SYNDROME D’APNÉES DU SOMMEIL

Présentation des pathologies respiratoires du sommeil
Les pathologies du sommeil sont multiples et touchent tous les âges de la vie. Certaines d’entre elles sont très fréquentes et ont des conséquences majeures en termes de morbidité, de conséquences sociales et médico-économiques. Les plus importantes de ce point de vue sont l’insomnie chronique et le syndrome d’apnées du sommeil (SAS) touchant plus de 20% de la population. La prise en compte du syndrome d’apnées du sommeil au cours des 30 dernières années à permis d’appréhender correctement à la fois les mécanismes physiopathologiques en cause dans la survenue de cette pathologie mais également les modifications du contrôle cardiovasculaire induites et leurs conséquences en terme de morbidité cardiovasculaires.
L’implication du SAS dans les pathologies cardiovasculaires amène à discuter celui-ci comme la première cause d’hypertension artérielle (HTA) secondaire.

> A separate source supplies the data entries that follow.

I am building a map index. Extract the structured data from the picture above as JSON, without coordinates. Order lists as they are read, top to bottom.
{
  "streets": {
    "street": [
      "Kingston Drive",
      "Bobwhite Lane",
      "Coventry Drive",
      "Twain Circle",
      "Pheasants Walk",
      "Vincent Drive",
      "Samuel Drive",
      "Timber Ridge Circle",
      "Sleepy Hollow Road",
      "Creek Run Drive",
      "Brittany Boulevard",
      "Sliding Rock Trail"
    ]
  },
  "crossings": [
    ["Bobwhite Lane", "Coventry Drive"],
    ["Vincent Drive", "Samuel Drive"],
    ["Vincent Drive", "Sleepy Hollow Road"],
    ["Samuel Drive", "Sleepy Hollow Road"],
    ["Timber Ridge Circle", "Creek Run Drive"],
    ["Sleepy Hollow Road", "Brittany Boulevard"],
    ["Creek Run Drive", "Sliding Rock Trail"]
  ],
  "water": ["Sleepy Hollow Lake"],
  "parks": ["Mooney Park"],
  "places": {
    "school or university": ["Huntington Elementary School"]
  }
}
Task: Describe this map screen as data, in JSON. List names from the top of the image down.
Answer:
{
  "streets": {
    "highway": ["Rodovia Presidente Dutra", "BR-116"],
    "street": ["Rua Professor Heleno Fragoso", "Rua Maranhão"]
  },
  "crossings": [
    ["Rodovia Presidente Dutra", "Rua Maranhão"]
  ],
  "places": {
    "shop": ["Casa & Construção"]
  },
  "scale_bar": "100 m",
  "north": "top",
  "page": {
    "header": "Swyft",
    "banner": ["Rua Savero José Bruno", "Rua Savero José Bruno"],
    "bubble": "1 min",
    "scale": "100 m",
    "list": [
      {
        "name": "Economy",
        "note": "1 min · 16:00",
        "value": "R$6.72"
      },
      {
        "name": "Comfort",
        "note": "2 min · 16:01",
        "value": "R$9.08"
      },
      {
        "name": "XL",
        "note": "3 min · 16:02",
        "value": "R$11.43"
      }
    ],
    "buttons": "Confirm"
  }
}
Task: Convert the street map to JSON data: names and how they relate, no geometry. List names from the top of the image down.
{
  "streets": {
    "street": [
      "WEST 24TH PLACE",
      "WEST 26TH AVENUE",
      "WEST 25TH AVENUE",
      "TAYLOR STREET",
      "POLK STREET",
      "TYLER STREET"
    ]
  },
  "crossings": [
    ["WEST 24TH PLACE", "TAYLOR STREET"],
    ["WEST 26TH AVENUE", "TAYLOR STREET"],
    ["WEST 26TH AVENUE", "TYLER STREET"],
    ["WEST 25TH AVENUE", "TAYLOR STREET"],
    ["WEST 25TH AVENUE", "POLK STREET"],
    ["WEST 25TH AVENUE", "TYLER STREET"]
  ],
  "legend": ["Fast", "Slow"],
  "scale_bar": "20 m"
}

Il convient enfin de se rappeler que toute réduction supplémentaire de la quantité de sommeil (privation aiguë ou chronique) ou toute perturbation du rythme veille/sommeil qui peuvent survenir par exemple au cours du travail posté, sont susceptibles d’aggraver sensiblement les conséquences cliniques de ces pathologies et leur impact en termes médico-économiques.

 

Le syndrome d’apnées obstructif du sommeil : SAOS
Le SAOS correspond à des épisodes d’asphyxie survenant de manière répétée au cours du sommeil entrainés par un collapsus complets ou incomplets du pharynx. Les facteurs étiologiques de ce collapsus sont multiples. Il existe une évolution de la configuration du massif facial inférieur avec recul progressif du maxillaire supérieur et de la mandibule entraînant un recul de la langue qui abouti à une diminution de l’espace rétrobasilingual antéro-postérieur. En plus de ces modifications osseuses, une variation de l’orientation des muscles des voies aériennes et une perte de la sensibilité pharyngée à pour conséquence une perte d’efficacité des mécanismes de protection dans le maintien de l’ouverture des voies aériennes supérieures.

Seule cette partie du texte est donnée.